動画生配信「ライバー」気になる稼ぎ 市場は4年後に7倍へ
昨年あたりからYouTubeに参入する芸能人が増えているが、コロナ禍で急増したのが動画を生配信する「ライバー」だ。140億円だった2020年のオンラインライブ市場が、24年には7倍近い984億円に達するという予測もある(CyberZ、OEN、デジタルインファクトの共同実施調査)。ライブ配信サービスにはYouTube Live、LINE LIVE、SHOWROOM、ミクチャなどさまざまあるが、同時に「ライバー」をサポートする会社も増えている。大手芸能事務所ケイダッシュでマネジャーや広報業務を担った川岸一超氏(37)もそのひとり。今年1月、インフルエンサーエージェンシー「ENPASS」(エンパス)を立ち上げ、約200人のライバーをサポートしている。
「無線通信システム『5G』の本格普及がいよいよ迫り、ライバー業界からスターを出したいと考えました。5Gは高速大容量を低遅延で配信できるためライブ配信市場は伸びていくと確信しています。視聴者の“投げ銭”で成り立つ収益システムが多いのが現状ですが、いずれライバーがインフルエンサーとして商品の魅力を訴え、企業が収益の一部をライバーに還元するビジネスモデルが当然になるでしょう。俳優や歌手など目指す夢を持ったライバーを応援していきます」(川岸一超氏)
黎明期のライバー市場は伸びしろがある
同社に所属するKO―KINGX(コーキングエックス・24)は“教育系ライバー”の肩書で連日ライブ配信している。
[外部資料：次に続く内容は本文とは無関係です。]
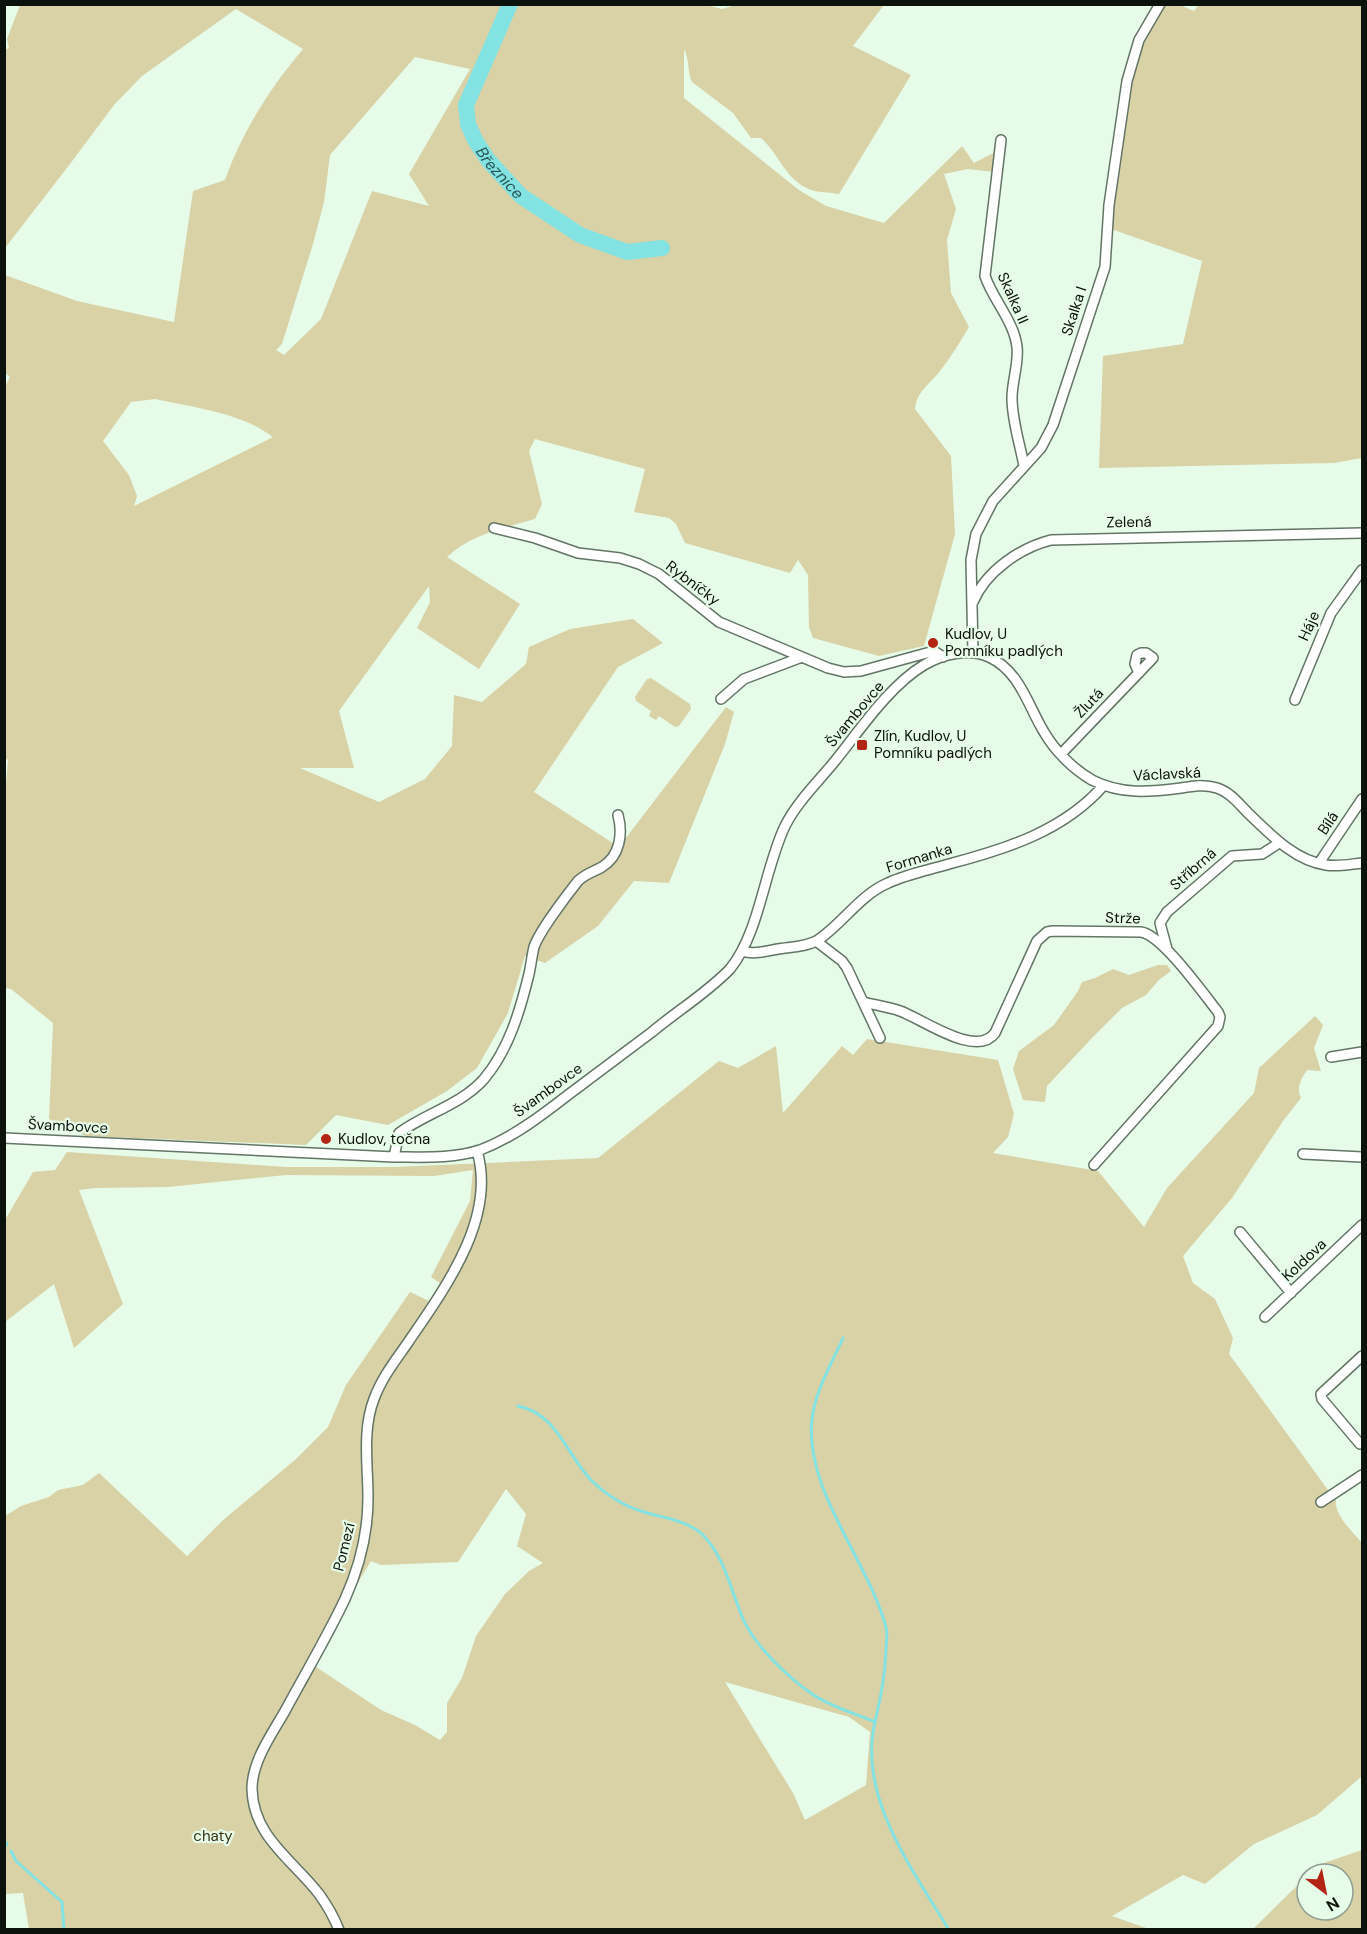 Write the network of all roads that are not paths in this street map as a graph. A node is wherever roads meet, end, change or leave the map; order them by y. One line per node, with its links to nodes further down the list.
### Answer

熊本大大学院教育学研究科に通う現役大学院生で、小学校教諭1種の免許を持っている。将来、不登校児を対象にした「オンライン小学校」を開きたいとライブ配信市場に身を投じた。ファンは2400人を超え、月に大卒初任給並みの報酬を得ることもあるという。
「現在、小中学生合わせて16万人の不登校児がいると文科省が公表しています。不登校児は増え続けているのに、セーフティーネットになるといわれているフリースクールはその数が足らず、経済的な問題で通えない子供も多い。オンライン小学校では『ケーキの切り方』や『人口密度の割り出し方』といった対面授業で教えにくい課題を、分かりやすい教材を使って伝えたい。さらにライブ配信だと、子供の質問に合わせて丁寧に説明し直すこともできるでしょう。不登校児にとっても我々にとっても、たくさん可能性を秘めていると思っています」(KO―KINGX)
前出の川岸一超氏によると、「志を持って毎日配信を続けられる人がライバーに向いていると思います」とのこと。YouTube市場は“プロ”の急増で一般人の新規参入が難しくなってきたが、黎明期にあるライバー市場はまだ伸びしろがある。今参入すればHIKAKIN(31)のようになれるかもしれない。